___ SUPPLIED ENTRIES ___
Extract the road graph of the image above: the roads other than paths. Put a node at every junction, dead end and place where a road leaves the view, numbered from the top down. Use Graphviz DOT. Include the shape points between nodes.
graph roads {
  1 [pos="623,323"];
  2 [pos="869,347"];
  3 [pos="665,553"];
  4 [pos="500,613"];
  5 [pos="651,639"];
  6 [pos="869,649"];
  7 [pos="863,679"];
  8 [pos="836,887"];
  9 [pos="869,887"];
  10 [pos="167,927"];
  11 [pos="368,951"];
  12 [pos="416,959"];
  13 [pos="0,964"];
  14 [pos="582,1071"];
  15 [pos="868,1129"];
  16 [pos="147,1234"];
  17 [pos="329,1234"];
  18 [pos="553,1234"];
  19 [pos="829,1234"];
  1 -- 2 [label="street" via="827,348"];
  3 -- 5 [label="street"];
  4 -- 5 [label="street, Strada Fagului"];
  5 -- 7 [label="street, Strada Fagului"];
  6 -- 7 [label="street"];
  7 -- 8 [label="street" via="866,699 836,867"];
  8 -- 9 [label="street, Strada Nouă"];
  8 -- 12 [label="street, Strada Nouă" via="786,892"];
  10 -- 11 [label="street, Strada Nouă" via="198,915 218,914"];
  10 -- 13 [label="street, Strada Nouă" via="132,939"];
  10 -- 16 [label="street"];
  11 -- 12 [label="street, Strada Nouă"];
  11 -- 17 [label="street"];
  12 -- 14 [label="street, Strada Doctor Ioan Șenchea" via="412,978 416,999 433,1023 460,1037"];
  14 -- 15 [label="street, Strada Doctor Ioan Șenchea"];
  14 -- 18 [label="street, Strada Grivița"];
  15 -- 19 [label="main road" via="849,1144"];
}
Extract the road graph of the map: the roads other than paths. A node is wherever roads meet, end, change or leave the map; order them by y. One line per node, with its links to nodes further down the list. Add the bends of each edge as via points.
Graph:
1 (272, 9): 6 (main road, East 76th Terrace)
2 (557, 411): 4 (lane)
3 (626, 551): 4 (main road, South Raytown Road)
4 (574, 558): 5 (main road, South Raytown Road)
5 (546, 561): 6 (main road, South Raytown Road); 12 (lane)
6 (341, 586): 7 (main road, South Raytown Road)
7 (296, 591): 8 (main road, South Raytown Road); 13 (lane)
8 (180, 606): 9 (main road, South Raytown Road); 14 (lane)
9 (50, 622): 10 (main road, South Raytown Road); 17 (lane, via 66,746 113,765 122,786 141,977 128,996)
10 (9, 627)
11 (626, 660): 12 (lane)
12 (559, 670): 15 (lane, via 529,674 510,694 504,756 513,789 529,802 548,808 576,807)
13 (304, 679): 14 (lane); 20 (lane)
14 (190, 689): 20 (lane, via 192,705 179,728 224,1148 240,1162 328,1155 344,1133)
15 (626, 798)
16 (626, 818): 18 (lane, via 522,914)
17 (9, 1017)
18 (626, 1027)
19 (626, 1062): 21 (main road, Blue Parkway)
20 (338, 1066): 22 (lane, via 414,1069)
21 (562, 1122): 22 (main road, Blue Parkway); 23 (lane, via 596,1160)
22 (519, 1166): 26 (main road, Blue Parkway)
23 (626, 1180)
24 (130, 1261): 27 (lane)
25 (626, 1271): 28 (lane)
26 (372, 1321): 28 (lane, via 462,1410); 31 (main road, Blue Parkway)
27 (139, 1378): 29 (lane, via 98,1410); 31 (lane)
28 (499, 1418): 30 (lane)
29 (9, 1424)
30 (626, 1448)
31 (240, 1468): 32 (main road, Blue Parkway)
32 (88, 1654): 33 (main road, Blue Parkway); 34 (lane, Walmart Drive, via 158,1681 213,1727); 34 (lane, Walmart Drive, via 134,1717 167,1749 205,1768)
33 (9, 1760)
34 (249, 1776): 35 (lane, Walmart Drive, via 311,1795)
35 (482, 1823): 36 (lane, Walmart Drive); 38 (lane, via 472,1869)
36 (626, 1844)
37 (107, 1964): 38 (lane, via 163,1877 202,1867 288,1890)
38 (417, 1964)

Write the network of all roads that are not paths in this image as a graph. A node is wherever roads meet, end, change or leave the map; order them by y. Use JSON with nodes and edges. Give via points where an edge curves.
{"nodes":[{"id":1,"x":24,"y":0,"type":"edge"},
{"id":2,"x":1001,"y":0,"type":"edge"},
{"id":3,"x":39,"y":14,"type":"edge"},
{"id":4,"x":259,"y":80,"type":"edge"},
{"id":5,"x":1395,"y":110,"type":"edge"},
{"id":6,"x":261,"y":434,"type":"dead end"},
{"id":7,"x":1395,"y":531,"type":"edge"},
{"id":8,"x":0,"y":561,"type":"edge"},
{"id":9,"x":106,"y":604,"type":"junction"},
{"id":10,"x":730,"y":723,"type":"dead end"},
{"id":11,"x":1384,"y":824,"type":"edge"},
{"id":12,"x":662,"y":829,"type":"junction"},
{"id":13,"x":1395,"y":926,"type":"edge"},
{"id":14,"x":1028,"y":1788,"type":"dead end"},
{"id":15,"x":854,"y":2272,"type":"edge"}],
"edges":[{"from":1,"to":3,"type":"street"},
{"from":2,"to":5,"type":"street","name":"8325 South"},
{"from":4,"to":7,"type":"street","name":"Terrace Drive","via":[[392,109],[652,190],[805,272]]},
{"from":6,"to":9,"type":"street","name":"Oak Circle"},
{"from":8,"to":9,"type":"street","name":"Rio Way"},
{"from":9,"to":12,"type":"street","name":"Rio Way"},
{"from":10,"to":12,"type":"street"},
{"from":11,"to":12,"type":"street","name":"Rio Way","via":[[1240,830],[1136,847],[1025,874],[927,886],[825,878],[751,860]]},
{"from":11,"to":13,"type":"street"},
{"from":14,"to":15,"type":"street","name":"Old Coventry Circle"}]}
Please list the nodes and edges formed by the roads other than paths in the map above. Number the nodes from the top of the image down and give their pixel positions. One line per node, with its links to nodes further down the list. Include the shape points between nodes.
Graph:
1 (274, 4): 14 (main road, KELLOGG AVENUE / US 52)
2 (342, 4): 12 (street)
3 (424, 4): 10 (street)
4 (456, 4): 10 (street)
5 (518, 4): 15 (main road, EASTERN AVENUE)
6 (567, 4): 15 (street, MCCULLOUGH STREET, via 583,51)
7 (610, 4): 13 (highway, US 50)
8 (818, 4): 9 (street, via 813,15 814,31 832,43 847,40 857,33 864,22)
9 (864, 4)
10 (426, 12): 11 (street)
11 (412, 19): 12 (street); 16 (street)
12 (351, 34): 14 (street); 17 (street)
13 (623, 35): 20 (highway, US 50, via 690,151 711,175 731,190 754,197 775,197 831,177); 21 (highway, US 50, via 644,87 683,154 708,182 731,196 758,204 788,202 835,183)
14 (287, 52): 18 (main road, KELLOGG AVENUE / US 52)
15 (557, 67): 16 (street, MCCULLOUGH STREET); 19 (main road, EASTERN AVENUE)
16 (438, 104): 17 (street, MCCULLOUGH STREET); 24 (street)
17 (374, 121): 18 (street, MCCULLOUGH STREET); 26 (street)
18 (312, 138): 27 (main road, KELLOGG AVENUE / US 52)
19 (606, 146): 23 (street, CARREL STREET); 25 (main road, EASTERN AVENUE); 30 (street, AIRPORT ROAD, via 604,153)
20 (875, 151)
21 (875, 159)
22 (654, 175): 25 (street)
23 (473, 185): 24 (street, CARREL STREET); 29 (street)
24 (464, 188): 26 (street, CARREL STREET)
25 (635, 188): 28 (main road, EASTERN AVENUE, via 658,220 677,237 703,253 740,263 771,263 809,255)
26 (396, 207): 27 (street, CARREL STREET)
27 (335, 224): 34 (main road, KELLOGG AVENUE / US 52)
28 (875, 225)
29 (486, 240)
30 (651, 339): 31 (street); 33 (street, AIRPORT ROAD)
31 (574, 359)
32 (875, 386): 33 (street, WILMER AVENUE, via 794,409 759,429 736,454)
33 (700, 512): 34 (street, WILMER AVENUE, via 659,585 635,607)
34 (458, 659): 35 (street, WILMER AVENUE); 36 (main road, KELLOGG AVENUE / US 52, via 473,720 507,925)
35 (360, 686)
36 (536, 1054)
___
**THE TASK**
Which lines above hold the word "Walmart"? Copy each of them.

**SOLVED PROBLEM**
32 (88, 1654): 33 (main road, Blue Parkway); 34 (lane, Walmart Drive, via 158,1681 213,1727); 34 (lane, Walmart Drive, via 134,1717 167,1749 205,1768)
34 (249, 1776): 35 (lane, Walmart Drive, via 311,1795)
35 (482, 1823): 36 (lane, Walmart Drive); 38 (lane, via 472,1869)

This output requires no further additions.